Leur mission a consisté à développer une base de données océanographique globale et complète ainsi que des outils informatiques susceptibles de visualiser et d’analyser ces informations. Bien qu’affiliés à l’Université de Genève, Gregory Giuliani et son collègue Andrea De Bono travaillent dans la structure du Programme des Nations unies pour l’environnement (PNUE), et plus particulièrement pour son réseau mondial de centres d’informations environnementales (GRID pour Global Resource Information Database). Le bureau genevois du GRID bénéficie d’ailleurs d’un accord de partenariat entre le PNUE, l’Office fédéral de l’environnement et l’Université de Genève depuis 1998.

Les deux chercheurs genevois ont donc commencé à récolter toutes les données océanographiques existantes. Les deux sources principales ont été le World Ocean Atlas (WOA) et le World Ocean Database (WOD), deux bases de données produites par des agences de recherche des Etats-Unis. Elles contiennent des millions de valeurs mesurées in situ entre 1960 et aujourd’hui: la température, la salinité, l’utilisation apparente d’oxygène, les taux d’oxygène dissous, d’oxygène à saturation, de phosphate, de silicate et de nitrate. L’ensemble de ces grandeurs peut être obtenu pour n’importe quel point de la surface des océans, selon un maillage de 110 kilomètres de côté, et pour chacune des 33 profondeurs standards de l’océanographie, échelonnées entre 0 et le plancher océanique situé à 5500 mètres. On peut également en extraire des moyennes mensuelles, saisonnières ou annuelles. Gregory Giuliani et Andrea De Bono ont complété ce catalogue avec les bases de données propres au GRID qui ont été obtenues par satellite, à savoir les taux de chlorophylle, la turbidité et la quantité de radiations solaires. «Nous avons réussi à uniformiser toutes ces données afin qu’elles soient utilisables par tout le monde, précise Gregory Giuliani. Et nous les avons intégrées dans le logiciel Genomes Mapserver* qui est un logiciel ouvert. Son utilisation sur Internet est donc gratuite.»

Aide à la décision

Le résultat est un programme informatique qui met en rapport des conditions environnementales précises avec le contenu génétique des différents échantillons analysés par les généticiens. A l’aide de différentes fonctionnalités, l’utilisateur peut notamment cliquer sur un point de prélèvement et obtenir les paramètres physico-chimiques de l’endroit tout en visualisant les séquences découvertes en ce lieu. Il peut également, à partir d’une séquence donnée, trouver les endroits où elle a été identifiée.

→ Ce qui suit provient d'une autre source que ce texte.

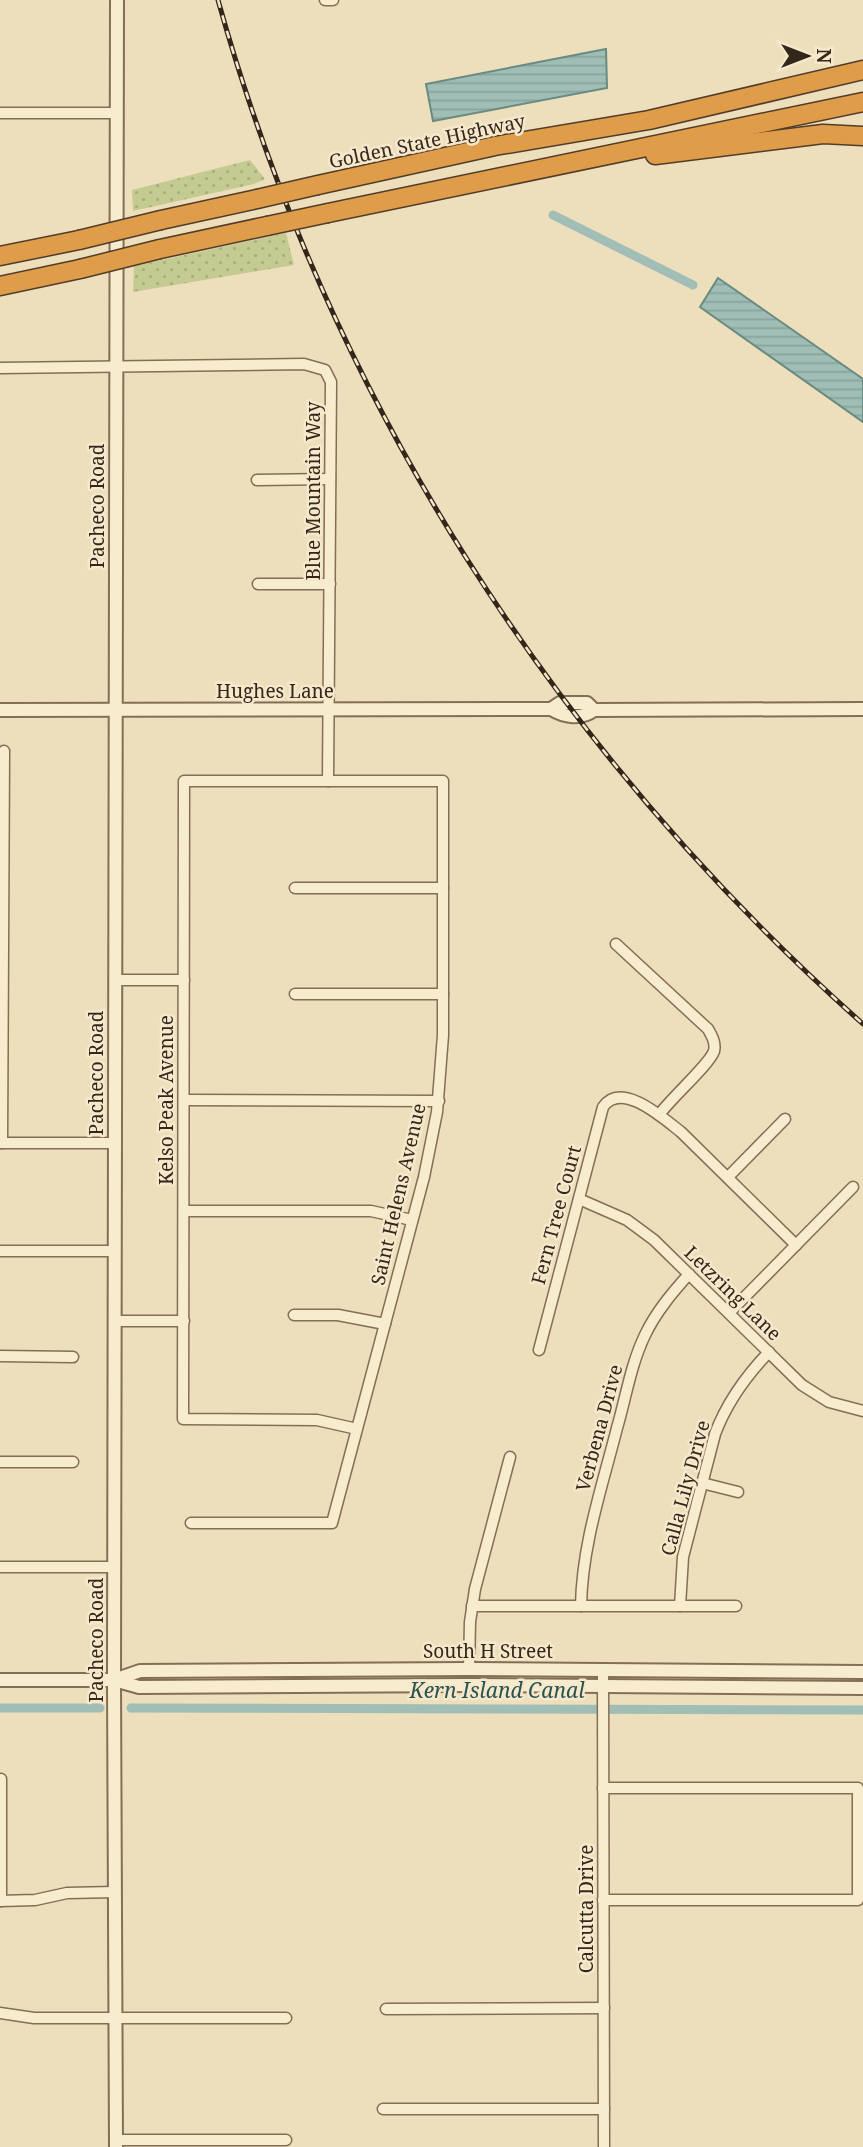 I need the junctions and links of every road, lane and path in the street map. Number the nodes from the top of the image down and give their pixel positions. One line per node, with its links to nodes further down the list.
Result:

«Au-delà de la recherche fondamentale, le logiciel Genomes Mapserver pourrait aussi être utilisé comme une aide à la décision politique, précise Gregory Giuliani. En jouant judicieusement sur les paramètres qu’il contient, on peut en effet diviser les océans du globe en différentes classes écologiques, comme on l’a déjà fait pour les terres émergées (désert, forêt tropicale, taïga, prairie, montagne, etc). Cela peut contribuer à la préservation de l’écosystème marin, à l’établissement de réserves marines, etc.»